Ben oui, les réseaux sociaux, c’est pour tout le monde. Ben, oui, et les sociologues, ils étudient tout le monde aussi, mais oui !
D’accord, d’accord … Mais !
Mais, il y a l’assistant(e) social(e), qui fait parti des travailleurs sociaux, et qu’est-ce qu’elle fait l’assistante sociale ? Va-t-elle s’immiscer dans les milieux fortunés pour aller voir s’ils font bien société ? Non ! Elle va voir les familles en détresse qui font appel à elle pour obtenir des moyens de survie. Mais faut pas croire, elle n’est pas souvent bien aimé l’assistante, si elle aide pour remplir des papiers, on n’aime pas trop la voir à la maison. C’est aussi une contrôleuse, sbire de l’état, qui peut décider de retirer toute son aide et même les enfants aussi, parfois. Les travailleurs sociaux, qu’est-ce donc ? Ceux qui tentent de ramener au bercail les exilés de la société. Donc, les exilés ne sont pas inclus, encore, dans la société. Etrange ! C’est ce que l’on veut bien croire.
Une assistante sociale devrait pouvoir venir aussi dans les milieux aisés et leur dire : “Partagez, partagez donc vos bénéfices (de tout ordre), pour que nous fassions tous société.” Etrange idée, je dérive …
Toute cette introduction, pour dire que l’adjectif social dérive, dérive complètement. Je vais prendre quelques termes ( si vous en voyez d’autres, rajoutez dans la liste) et examiner ce que cela veut dire, veut vraiment dire et vous verrez que l’on est très loin de l’être social, relié les uns aux autres, de l’être qui fait société, social ne concerne plus tout le monde, mais est social ce qui pose “problème”. Etrange glissement.

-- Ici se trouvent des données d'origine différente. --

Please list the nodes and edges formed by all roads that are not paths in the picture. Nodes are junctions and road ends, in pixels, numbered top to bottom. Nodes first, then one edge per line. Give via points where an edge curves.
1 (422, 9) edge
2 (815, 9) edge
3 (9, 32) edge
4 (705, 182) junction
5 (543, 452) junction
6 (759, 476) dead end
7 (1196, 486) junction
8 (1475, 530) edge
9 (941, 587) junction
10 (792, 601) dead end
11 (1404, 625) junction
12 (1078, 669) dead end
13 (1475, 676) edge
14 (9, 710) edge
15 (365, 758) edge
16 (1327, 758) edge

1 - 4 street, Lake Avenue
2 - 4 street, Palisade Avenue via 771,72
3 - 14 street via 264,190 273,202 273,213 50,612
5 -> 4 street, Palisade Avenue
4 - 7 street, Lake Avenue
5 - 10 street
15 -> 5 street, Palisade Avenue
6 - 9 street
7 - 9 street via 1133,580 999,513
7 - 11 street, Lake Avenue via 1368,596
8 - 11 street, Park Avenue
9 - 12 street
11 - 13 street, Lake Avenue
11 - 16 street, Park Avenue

Plans sociaux : licenciements (non, non, ce n’est pas un plan pour faire société tous ensemble)
Partenaires sociaux : syndicats (non, non, ce qui ne sont pas dans des syndicats, ne sont pas partenaires)
Samu social : que pour les plus pauvres des plus pauvres (le samu tout court, c’est pour les autres)
Logement social : logements pour les pauvres ( Ils ne sont pas sociaux alors à Neuilly ?)
Troubles sociaux : les pauvres qui se rebellent ( les traders et les banquiers ne font pas de troubles sociaux )
Désespérance sociale : manque d’espoir de s’enrichir un jour ( Si les riches désespèrent, c’est tout court, ils ne désespèrent pas socialement)
Délibération sociale : dialoguer avec les syndicats d’ouvriers, employés (vraiment dialoguer ?)
Plan de cohésion sociale : mesures destinées à aider les personnes en difficulté (pas de mesures pour ceux qui ont les moyens)
Dialogue social : heu, parler avec les personnes sans emplois ? Les insérer ? Avec les syndicats ?
Mouvements sociaux : les pauvres et les exclus qui s’organisent
Forum social mondial : je vous laisse trouver la définition …
Démocratie sociale : la démocratie mais avec la valeur travail du pauvre exploité qu’on écoute, si on t’écoute ! (Rajout 2013)
Et pourtant, pourtant, la Sécurité Sociale, c’est bien pour tout le monde, non ? Les riches se font rembourser aussi leurs soins, non ? Et pourtant les charges sociales, c’est bien pour tout le monde, non ?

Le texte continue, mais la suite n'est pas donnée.